Residents living in single-family homes near Edmonds-Woodway High School and Swedish/Edmonds Hospital — officially known in the City of Edmonds Comprehensive Plan as the Medical/Highway 99 Activity Center — gave passionate testimony Tuesday night about why the City Council shouldn’t change the way development is regulated in their neighborhood.

At issue during the City Council meeting were proposed updates to City of Edmonds State Environmental Policy Act (SEPA) regulations that would increase the ”flexible thresholds” — essentially the allowable square footage for construction projects and the accompanying number of permitted parking spaces — along the Highway 99 Corridor and Medical/Highway 99 Activity Center.
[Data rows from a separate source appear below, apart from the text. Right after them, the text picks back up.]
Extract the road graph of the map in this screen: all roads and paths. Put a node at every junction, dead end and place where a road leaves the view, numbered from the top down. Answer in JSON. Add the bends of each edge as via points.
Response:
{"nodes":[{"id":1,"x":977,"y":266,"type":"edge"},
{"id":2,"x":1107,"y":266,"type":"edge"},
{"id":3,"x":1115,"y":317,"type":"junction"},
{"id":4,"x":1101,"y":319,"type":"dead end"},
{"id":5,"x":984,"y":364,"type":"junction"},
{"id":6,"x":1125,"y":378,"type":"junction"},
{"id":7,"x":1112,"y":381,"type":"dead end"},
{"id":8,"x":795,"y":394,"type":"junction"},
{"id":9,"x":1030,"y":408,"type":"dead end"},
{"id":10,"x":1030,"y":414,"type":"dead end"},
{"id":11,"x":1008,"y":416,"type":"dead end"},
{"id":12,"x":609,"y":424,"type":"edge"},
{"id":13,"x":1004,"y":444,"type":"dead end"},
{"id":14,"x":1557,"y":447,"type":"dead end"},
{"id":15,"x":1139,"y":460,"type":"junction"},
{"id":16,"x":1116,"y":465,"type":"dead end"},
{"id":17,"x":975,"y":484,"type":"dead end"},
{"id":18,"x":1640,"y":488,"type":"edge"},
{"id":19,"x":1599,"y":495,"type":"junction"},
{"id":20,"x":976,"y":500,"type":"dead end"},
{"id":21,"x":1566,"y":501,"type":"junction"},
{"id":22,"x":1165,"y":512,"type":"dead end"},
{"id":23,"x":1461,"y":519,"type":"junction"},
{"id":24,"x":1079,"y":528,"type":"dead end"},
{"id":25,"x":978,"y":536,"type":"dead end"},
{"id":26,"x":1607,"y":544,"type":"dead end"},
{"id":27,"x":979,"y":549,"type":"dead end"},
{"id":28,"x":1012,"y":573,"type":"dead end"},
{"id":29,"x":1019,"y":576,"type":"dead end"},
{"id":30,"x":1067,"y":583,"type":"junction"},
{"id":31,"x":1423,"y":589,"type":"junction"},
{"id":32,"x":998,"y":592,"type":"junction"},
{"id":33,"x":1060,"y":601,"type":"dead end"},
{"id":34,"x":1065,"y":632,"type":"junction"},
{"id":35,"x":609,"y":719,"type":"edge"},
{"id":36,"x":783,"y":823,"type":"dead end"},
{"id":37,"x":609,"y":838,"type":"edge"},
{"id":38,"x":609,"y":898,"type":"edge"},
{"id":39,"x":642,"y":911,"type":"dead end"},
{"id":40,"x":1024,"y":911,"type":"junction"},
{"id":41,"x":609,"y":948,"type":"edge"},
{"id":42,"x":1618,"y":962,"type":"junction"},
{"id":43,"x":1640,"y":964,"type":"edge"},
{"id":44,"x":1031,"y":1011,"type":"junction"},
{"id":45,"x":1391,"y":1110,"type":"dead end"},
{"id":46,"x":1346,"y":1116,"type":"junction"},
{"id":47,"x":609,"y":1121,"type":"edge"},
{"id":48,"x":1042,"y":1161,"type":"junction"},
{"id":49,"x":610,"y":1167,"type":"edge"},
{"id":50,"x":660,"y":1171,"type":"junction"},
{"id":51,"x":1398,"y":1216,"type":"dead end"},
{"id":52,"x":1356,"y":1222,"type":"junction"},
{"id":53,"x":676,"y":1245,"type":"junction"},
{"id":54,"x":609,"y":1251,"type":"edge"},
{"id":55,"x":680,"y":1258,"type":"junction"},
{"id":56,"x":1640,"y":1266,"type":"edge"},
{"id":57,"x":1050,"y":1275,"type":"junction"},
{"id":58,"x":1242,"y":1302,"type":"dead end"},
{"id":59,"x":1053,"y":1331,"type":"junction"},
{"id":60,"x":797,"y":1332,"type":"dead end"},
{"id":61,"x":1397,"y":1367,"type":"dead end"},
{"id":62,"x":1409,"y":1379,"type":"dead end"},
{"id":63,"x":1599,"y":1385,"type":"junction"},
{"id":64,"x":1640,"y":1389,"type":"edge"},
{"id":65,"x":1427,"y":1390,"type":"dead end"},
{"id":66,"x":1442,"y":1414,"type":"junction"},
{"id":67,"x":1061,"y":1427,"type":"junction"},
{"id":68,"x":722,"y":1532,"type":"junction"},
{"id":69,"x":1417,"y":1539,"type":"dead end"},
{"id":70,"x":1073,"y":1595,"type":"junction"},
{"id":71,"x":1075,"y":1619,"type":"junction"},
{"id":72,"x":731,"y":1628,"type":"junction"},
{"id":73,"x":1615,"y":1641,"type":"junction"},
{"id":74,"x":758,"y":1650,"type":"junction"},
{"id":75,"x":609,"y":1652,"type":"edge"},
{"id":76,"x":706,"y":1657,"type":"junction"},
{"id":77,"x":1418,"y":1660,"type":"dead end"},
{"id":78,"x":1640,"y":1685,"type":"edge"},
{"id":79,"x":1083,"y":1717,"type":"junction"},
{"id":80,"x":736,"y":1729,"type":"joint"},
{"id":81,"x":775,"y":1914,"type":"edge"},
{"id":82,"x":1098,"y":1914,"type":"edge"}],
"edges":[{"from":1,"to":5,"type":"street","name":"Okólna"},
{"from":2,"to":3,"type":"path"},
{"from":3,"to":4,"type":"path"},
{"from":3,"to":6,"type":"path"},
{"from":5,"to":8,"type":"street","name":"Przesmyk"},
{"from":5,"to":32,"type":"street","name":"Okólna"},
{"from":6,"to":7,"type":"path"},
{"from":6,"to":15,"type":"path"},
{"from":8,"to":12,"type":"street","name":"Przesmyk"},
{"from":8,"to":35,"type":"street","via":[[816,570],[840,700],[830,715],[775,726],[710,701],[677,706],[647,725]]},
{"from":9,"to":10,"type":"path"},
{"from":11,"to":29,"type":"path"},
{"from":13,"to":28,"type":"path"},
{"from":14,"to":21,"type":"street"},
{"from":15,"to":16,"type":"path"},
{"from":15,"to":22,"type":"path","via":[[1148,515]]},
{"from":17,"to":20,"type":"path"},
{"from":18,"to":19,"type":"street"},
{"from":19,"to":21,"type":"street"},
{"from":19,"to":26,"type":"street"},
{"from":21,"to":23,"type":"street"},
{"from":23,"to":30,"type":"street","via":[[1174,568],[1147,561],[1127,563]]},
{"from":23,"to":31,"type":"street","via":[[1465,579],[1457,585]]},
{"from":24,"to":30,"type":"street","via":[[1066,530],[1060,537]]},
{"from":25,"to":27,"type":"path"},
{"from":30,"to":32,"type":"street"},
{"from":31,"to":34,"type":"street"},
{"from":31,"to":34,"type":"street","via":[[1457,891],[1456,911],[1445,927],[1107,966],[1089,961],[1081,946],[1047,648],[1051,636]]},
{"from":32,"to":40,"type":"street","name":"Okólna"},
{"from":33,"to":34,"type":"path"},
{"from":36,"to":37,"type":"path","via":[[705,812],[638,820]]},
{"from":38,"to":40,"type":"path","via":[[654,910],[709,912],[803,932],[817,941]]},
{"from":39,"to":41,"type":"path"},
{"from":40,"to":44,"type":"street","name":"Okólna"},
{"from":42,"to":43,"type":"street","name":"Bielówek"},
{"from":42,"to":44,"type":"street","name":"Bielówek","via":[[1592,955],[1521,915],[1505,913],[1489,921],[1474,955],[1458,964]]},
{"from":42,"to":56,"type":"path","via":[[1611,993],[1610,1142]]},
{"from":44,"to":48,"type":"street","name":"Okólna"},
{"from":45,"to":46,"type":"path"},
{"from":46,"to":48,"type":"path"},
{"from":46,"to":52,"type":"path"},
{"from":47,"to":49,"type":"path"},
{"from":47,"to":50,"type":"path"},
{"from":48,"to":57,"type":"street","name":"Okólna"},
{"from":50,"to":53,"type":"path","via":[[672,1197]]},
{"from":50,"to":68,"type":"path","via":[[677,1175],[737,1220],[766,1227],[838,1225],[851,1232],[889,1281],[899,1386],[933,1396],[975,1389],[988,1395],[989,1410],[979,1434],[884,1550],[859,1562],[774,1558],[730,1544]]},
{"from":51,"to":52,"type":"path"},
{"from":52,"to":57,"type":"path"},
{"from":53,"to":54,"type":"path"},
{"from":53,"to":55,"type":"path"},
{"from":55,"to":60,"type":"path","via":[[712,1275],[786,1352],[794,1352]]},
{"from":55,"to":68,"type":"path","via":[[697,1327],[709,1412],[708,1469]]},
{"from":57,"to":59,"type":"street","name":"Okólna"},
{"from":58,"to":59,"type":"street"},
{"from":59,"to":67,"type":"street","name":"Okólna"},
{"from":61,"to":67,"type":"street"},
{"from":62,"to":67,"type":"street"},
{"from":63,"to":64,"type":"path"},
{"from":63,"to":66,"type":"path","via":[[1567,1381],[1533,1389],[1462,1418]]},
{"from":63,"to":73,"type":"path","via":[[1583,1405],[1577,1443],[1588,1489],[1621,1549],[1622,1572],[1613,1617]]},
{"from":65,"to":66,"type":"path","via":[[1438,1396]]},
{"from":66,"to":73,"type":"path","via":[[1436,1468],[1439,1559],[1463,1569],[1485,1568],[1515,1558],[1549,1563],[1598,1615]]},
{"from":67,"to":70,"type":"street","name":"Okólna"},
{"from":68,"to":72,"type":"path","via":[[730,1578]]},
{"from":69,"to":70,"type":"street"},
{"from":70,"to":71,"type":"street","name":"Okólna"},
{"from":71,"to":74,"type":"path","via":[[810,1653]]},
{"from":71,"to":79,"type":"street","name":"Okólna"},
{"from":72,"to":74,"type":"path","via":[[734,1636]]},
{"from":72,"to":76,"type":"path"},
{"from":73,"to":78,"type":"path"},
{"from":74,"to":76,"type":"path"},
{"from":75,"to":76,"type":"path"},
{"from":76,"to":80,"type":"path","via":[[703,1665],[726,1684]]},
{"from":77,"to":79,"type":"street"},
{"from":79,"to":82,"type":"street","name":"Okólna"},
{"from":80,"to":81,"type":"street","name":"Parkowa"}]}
The area, shown in this aerial photograph here, is a mix of single-family and multi-family homes, businesses and medical facilities, including Swedish/Edmonds (formerly Stevens Hospital).

City staff, following recommendations of the Edmonds Planning Board, also proposed making technical adjustments to the regulations, which essentially hadn’t been updated since 1984. But it was the proposal to increase commercial development limits in the Activity Center that garnered nearly all the attention, including maximum square footage being raised from 4,000 to 12,000 square feet, the number of allowable residential units upped from four to 20, and parking spaces from 20 to 40.

Bruce Wittenberg, who lives in the neighborhood near the Aurora Marketplace on Highway 99, said he that while he supported the concept of encouraging economic development — which was described as the driver behind the proposals  — he urged the council to “build in protections for single-family neighborhoods that surround Highway 99 and the Medical Activities Center.”

Edmonds Planning Board member Todd Cloutier suggested that the changes to “flexible thresholds” be eliminated to remove the controversy surrounding them, and in the end, the Council did just that, asking staff to bring back SEPA updates without them.

Councilmembers also followed up on a suggestion by Edmonds resident Richard Senderoff, who suggested that they first address the concerns of residents in the Medical/Highway 99 activity center about how borders are currently drawn to delineate their neighborhood.  Councilmember D.J. Wilson’s proposal to include a “broad-based review” of the medical activities center during the Council’s discussion of the next Comprehensive Plan update, in 2011, was approved unanimously.

In other action, the Council approved an ordinance creating a seven-member citizen Tree Board, to be appointed by the City Council. The board will be charged with tree preservation and protection, and will also work toward securing Tree City USA designation for the city.